Seeing Beyond Green
September 25, 2016 | Posted by Webmaster under Volume 24, Number 1, September 2013 |
|
Heidi Scott (bio)
Review of Prismatic Ecology: Ecotheory beyond Green, ed. Jeffrey Jerome Cohen. Minneapolis: U of Minnesota P, 2013.
Prismatic Ecology: Ecotheory beyond Green is a collection of essays by mostly well-known scholars in the highly arable field of ecocriticism. The conceit is simple: the color green has dominated the discourse of the environmental humanities for its entire history, first with the early views of nature writing as the (usually white male) genre that valued something called “nature” over a falsely dichotomous “culture,” and next with the modern environmental movement and its rhetorics of sustainability and deep ecology. Ecocriticism has moved well beyond the old boys—Wordsworth, Thoreau, Heidegger, etc.—and has come to question the squeaky values of the “green” lifestyle within the framework of a consumerist, hierarchical, capitalist, late-industrial, technocratic society. Why would we tolerate the label “green studies” a moment longer? Jeffrey Jerome Cohen has assembled a coterie of scholars well-suited to redressing this chromatic imbalance. They do so in a series of sixteen essays titled by tone, from the expected “White,” “Black,” “Red,” “Blue,” and “Brown” (but why not the primary “Yellow”?) to the designer “Chartreuse” and “Violet-Black” and the super-optical “X-ray” and “Ultraviolet.” It is clear that these scholars share a common vision of the proper direction of ecocriticism; the essays are highly inter-referential, and certain names reoccur in nearly every shade of the prism (including Stacy Alaimo, Graham Harman, Jane Bennett, and especially Timothy Morton).

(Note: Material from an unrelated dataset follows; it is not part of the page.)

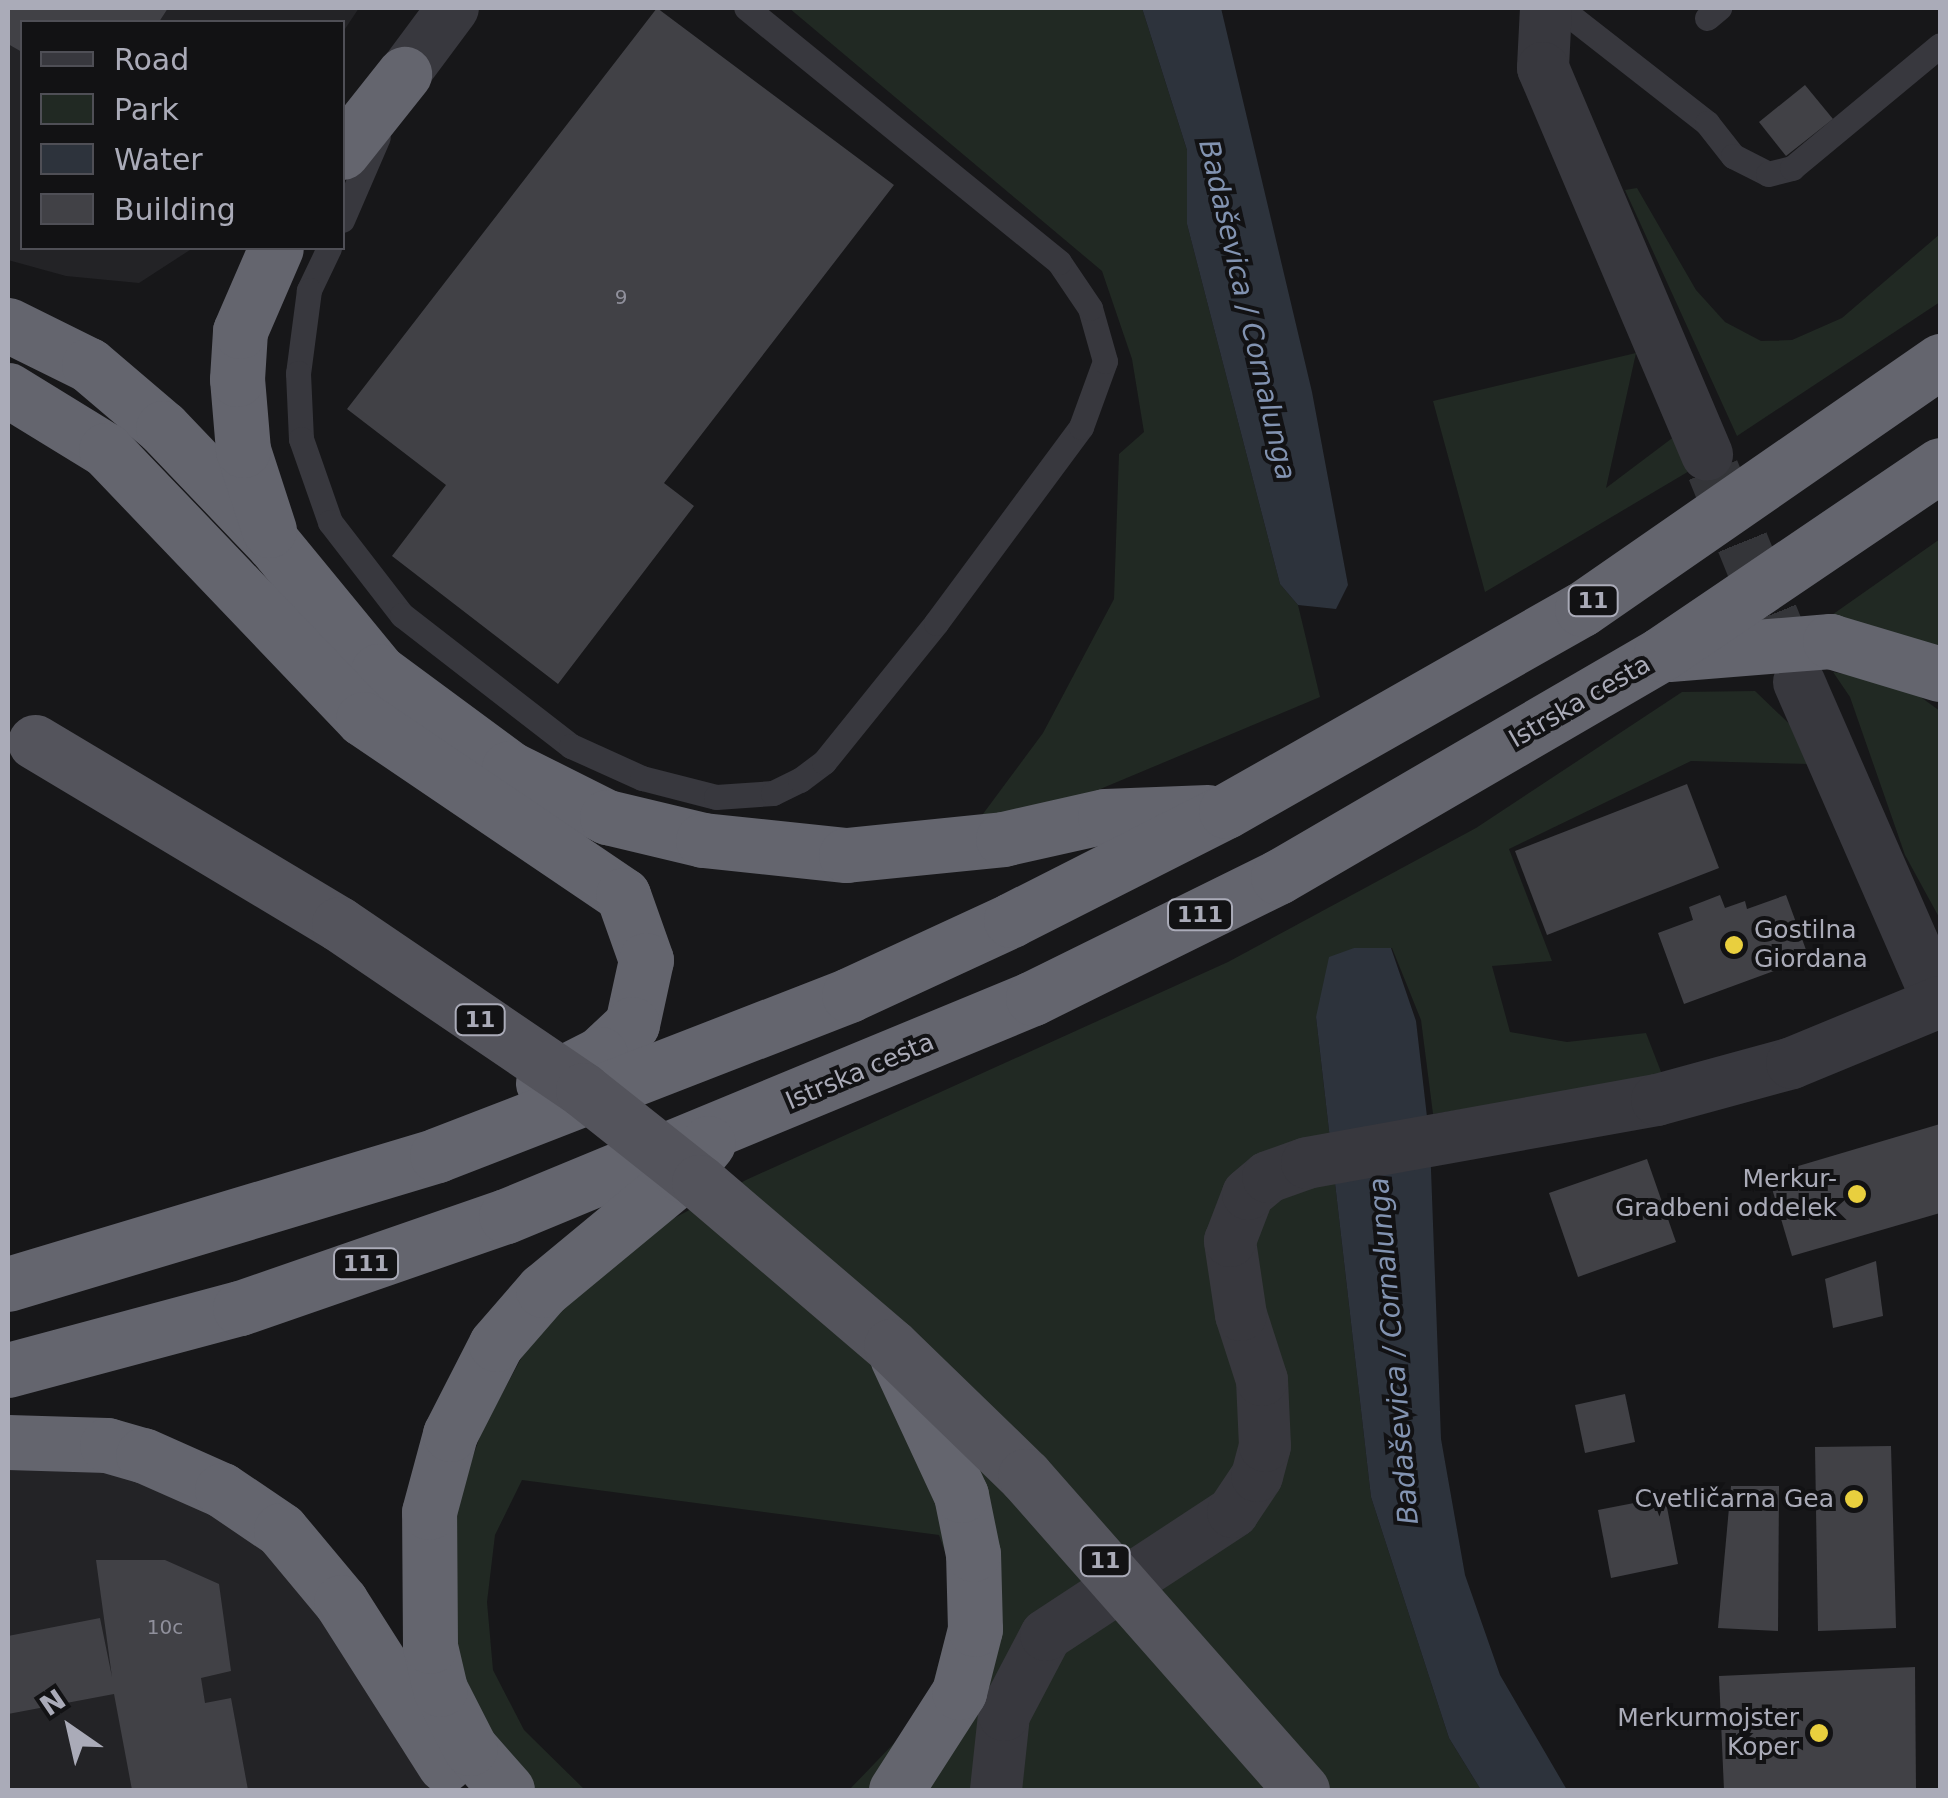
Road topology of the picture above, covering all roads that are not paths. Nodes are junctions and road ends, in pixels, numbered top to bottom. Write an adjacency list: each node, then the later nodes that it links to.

This camaraderie gives the volume a theoretical coherence that the splintered colors alone might have diffused, but the effect is also a bit cliquish. Essay collections are strongest when they have an internal structure to support their ventures, and the neo-ecocritical discourse that swirls around “object-oriented ontology,” “transcorporeality,” “strange strangers,” and “hyperobjects” becomes the backbone of this collection. Avowedly, and titularly, this is not Thoreau’s literary ecology. What we get in return for our trust and patience is a cluster of truly enlightening and beautifully written essays, along with some tunnels into esoteric caves of the humanities and a couple of head-scratchers.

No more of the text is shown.